We spend a lot of time complaining. We all do it. We love to find something wrong with everything. But what if we took one complaint a day and flipped it into a positive? What if we tried to see the good in everything instead of the bad? How would this completely change your life, your mindset, and your overall happiness? Time - there's never enough. We constantly seek out more ways to increase our time, spend our time, and find things to fill up our time. But do we ever take the time to simply be grateful for what we have in our lives at this very moment? Do we remind ourselves every day of at least one thing that we are grateful for? Instead of spending 2 minutes complaining about the drive through line at Starbucks (guilty!), do we take those 2 minutes to appreciate that we even have the money in our account to purchase an overpriced (yet, delicious) grande iced shaken espresso? Chances are, we completely miss the opportunity to be grateful for income, financial stability, and/or employment.
These 5 techniques are things I use with my clients but that can also be incorporated as a simple gratitude practice every day.
#1: Starting a Gratitude Journal:
While this idea might seem trendy, it's exceptionally powerful. There are now dozens of different "gratitude journals" on the market that include prompts, inspirational quotes, and organized agendas to incorporate daily gratitude. The Five Minute Journal is a very popular one on Amazon and one that I have used personally. But a gratitude journal is more than just a fancy notebook; it's a powerful way to take a few minutes out of your morning and a few minutes before bed to remind yourself of all that you have to be thankful for. Maybe a random person bought your coffee for you this morning or maybe your kid finally said thank you after you dropped them off at a friend's house. Whatever it is, writing down your gratitudes helps to focus on the positives of your day, instead of the ways your day went wrong. A good tip is to keep the journal by your bedside so you remember to write in it before you get out of bed in the morning and before you go to sleep at night. There are popular gratitude journal apps that can be used directly on your phone such as Gratitude Journal and Three Good Things.
#2: Guided Meditation
If writing isn't your thing, but listening to podcasts or music feels more comfortable for you, try a guided meditation app and search for a meditation specifically about gratitude. I always recommend Insight Timer - it's one of the few apps that are free and have hundreds of themed meditations. Guided meditation is great for beginners as it offers you prompts to help you focus your thoughts and shift your awareness to the present moment, without you having to try to do it on your own. Try doing a guided meditation at night as it will also help improve your sleep hygiene.
#3: Return the Favor
Once you've identified some things that you are grateful for, focus your energy on that piece of gratitude for the day. For example, if you're grateful for the person in front of you who bought your coffee at Starbucks, return the favor for the person behind you. If you are grateful that your partner switched over the laundry for you because you got home late from work, return the favor the following day. Reciprocating gratitude is a way to keep it alive and thriving in your daily practice.

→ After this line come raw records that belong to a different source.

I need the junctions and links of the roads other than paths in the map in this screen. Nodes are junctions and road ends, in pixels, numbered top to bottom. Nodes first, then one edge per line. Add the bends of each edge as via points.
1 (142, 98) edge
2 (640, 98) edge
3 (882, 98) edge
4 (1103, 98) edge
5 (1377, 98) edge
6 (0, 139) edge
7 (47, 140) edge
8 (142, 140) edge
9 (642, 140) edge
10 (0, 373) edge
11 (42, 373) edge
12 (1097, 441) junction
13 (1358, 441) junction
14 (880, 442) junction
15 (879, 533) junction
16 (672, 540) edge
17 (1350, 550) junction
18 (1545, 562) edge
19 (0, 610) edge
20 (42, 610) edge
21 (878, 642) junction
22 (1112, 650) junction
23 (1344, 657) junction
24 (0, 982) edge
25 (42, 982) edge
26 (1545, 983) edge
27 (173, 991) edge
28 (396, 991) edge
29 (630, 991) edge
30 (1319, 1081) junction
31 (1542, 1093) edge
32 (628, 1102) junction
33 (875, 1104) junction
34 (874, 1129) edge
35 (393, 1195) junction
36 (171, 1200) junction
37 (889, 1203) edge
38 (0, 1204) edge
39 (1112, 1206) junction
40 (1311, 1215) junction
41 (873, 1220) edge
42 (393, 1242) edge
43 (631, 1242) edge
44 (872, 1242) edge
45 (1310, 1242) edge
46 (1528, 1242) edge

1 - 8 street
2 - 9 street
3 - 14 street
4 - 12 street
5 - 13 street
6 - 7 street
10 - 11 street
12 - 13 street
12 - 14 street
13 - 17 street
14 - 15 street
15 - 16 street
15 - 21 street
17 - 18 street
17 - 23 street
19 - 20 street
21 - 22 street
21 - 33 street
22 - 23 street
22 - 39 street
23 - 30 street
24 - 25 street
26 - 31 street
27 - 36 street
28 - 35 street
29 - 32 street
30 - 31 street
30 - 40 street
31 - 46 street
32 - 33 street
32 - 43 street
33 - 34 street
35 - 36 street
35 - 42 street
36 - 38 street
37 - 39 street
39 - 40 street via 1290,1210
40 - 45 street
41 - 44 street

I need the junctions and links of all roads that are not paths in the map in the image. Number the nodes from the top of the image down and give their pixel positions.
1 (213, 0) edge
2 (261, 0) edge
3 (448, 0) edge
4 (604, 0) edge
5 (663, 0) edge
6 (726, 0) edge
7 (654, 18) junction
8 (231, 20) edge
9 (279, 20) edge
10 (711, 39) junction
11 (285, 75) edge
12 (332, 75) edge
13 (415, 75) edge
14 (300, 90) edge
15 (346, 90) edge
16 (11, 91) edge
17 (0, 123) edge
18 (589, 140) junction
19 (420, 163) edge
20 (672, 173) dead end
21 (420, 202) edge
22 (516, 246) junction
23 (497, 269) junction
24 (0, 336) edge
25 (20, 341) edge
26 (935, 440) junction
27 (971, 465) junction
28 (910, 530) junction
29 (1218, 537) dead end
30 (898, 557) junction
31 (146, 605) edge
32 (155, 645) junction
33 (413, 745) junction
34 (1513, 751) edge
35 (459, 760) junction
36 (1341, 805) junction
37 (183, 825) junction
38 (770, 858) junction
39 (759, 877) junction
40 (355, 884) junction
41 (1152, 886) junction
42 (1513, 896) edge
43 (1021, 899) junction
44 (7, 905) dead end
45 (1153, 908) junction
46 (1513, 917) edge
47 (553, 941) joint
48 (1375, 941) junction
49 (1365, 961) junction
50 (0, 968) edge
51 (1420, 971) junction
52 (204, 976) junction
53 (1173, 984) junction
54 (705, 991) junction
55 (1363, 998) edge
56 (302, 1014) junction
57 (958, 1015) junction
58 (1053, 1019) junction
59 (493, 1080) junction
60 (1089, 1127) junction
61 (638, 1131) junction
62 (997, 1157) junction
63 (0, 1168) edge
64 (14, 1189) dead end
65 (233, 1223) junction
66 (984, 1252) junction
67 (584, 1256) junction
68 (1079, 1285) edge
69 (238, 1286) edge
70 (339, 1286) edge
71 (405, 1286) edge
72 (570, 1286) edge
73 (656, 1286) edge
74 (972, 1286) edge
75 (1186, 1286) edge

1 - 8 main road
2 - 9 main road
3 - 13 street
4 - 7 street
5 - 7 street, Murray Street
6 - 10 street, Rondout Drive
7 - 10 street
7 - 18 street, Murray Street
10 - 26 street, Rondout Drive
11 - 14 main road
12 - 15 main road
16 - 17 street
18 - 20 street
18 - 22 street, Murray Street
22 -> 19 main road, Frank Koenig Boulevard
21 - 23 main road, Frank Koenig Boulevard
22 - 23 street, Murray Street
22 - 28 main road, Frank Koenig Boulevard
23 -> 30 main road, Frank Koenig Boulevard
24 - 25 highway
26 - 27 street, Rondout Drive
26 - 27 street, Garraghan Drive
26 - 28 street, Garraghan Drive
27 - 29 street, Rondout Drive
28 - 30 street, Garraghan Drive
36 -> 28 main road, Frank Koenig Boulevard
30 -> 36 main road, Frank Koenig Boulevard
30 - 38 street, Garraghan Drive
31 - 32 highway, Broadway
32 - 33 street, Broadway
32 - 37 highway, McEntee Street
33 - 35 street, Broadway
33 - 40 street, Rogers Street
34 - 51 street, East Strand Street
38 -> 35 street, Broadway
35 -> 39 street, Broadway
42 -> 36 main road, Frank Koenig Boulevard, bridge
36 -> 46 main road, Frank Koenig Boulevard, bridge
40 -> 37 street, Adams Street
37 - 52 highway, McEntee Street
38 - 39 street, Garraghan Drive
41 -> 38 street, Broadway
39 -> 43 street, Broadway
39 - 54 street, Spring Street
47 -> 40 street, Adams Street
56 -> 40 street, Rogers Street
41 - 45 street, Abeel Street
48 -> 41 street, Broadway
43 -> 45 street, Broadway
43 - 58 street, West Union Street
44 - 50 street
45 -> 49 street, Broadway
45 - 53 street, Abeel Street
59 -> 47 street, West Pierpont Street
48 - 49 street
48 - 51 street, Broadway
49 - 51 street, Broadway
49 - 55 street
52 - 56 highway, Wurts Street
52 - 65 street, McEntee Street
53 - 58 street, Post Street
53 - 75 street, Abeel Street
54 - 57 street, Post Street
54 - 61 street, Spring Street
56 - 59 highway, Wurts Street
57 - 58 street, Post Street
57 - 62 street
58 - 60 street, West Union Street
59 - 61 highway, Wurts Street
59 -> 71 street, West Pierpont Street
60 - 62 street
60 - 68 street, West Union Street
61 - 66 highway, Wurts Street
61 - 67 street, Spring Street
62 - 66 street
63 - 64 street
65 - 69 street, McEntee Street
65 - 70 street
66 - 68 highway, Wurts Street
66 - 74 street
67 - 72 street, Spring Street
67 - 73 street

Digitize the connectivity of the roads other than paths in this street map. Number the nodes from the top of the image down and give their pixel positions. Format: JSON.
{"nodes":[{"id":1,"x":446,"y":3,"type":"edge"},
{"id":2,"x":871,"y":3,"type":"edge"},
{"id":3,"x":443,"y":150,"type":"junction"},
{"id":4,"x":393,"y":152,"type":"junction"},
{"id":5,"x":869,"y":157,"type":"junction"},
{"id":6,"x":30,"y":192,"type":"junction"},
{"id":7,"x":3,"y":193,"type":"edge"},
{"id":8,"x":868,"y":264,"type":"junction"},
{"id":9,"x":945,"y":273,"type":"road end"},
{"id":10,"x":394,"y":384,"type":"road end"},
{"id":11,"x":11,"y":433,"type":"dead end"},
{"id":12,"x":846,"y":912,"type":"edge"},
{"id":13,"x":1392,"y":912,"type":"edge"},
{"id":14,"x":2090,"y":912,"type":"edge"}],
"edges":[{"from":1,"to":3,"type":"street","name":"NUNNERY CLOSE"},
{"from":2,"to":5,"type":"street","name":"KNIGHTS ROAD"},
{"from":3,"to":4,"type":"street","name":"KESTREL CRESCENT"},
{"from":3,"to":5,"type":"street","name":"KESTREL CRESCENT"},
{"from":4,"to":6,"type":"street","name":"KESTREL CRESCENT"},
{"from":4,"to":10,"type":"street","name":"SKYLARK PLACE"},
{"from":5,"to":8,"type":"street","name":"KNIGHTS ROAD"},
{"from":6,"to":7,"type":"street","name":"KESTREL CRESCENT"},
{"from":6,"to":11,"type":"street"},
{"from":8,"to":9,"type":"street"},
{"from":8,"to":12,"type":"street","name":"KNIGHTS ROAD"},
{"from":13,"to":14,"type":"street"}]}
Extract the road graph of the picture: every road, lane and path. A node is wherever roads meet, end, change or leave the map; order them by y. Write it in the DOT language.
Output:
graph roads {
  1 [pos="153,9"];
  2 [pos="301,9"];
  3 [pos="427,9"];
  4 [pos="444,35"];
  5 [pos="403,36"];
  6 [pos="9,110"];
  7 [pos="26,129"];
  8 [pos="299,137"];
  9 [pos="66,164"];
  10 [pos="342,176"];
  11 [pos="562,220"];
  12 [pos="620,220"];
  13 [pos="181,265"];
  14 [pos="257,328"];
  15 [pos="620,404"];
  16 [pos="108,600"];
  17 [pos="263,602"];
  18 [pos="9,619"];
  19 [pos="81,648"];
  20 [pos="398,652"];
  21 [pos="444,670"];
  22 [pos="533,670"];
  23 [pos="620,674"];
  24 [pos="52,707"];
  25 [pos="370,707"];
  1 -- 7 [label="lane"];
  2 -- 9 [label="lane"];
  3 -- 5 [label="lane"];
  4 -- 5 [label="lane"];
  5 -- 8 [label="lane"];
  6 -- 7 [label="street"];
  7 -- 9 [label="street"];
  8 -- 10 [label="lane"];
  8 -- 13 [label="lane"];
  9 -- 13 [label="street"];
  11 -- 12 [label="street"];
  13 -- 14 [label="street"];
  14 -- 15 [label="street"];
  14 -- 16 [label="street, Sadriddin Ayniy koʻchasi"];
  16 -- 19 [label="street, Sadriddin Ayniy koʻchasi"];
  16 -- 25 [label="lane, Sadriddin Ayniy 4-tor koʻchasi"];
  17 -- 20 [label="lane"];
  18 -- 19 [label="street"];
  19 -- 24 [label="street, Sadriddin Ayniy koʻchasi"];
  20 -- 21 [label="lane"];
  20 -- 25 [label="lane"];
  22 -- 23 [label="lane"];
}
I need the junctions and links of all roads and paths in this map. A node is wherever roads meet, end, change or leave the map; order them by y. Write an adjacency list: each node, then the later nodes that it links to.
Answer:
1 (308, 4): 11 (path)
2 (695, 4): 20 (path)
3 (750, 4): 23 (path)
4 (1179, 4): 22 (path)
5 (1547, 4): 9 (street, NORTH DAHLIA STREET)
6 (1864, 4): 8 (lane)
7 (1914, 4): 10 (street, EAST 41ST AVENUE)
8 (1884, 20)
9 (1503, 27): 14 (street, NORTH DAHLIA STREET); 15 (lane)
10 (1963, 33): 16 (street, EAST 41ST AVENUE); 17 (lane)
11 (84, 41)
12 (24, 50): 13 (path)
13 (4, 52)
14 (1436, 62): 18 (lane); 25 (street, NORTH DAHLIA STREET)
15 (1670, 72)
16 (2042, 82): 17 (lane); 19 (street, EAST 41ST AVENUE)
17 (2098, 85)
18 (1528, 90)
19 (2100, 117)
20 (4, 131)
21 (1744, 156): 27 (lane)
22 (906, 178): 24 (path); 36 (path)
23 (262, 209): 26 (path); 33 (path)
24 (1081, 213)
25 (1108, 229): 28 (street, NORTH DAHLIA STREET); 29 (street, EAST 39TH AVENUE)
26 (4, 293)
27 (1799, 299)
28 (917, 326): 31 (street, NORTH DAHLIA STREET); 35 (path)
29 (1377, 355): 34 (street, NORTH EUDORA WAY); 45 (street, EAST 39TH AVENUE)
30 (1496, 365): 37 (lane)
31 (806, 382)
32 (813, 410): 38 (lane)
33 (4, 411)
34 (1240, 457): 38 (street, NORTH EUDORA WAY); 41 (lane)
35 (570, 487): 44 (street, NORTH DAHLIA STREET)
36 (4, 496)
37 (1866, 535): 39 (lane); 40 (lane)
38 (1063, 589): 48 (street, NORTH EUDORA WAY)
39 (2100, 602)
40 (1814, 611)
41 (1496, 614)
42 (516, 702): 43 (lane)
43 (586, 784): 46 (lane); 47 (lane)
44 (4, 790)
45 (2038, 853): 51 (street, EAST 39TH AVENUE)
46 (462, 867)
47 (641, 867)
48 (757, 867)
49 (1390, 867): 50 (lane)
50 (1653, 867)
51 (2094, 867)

#4: Checking In With Complaints
We are all tempted to complain throughout our day, whether it be about traffic, a colleague at work, lack of sleep because your toddler won't sleep through the night, the Starbucks coffee line, the DMV, and of course the list goes on and on. Reframe the complaints and think about the positives: traffic means people are thriving, maybe construction is going on to improve roads and bridges (at least that's the cause here in RI); your colleague at work might be having a difficult time in their personal lives and it's affecting their work, invite them to coffee; enjoy your toddler's snuggles and cuddles while they last because they grow up too fast; Check in with your complaints; are they facts or feelings? Can they be reframed and looked at from a different perspective? 99% of the time they can.
#5: Simply Saying Thank You
We don't say thank you enough. Whether it's to the universe, to your Starbucks barista, or to a parent, a child, a friend, or a partner, we simply don't say thank you enough and we don't recognize the impact it can have on someone to hear themselves being appreciated for simply being who they are. Maybe call a parent, or a grandparent, and thank them for raising you. Maybe it's calling your friend to thank them for paying for your coffee or dinner the last time you went out. Maybe it's letting your partner know how thankful you are for them being in your life. Two simple words can make all the difference.
If you haven't noticed, I am very grateful for Starbucks these past couple of weeks, as it's helped me get through some long days and busy schedules. I am also very grateful for my husband, who is the postman, the Uber driver, the laundry service, the cleaning service, the cook, and the instacart delivery driver who makes my life as seamless as possible when my schedule is jam packed. Most importantly, I am also thankful for the opportunity to share my writing and all of the wonderful services we have to offer at Shine the Light. And I can't thank each and everyone of you for taking the time to read, book, and spend your self-care time at our wellness center. Take a moment to thank yourself for prioritizing your physical, spiritual, emotional, and mental health.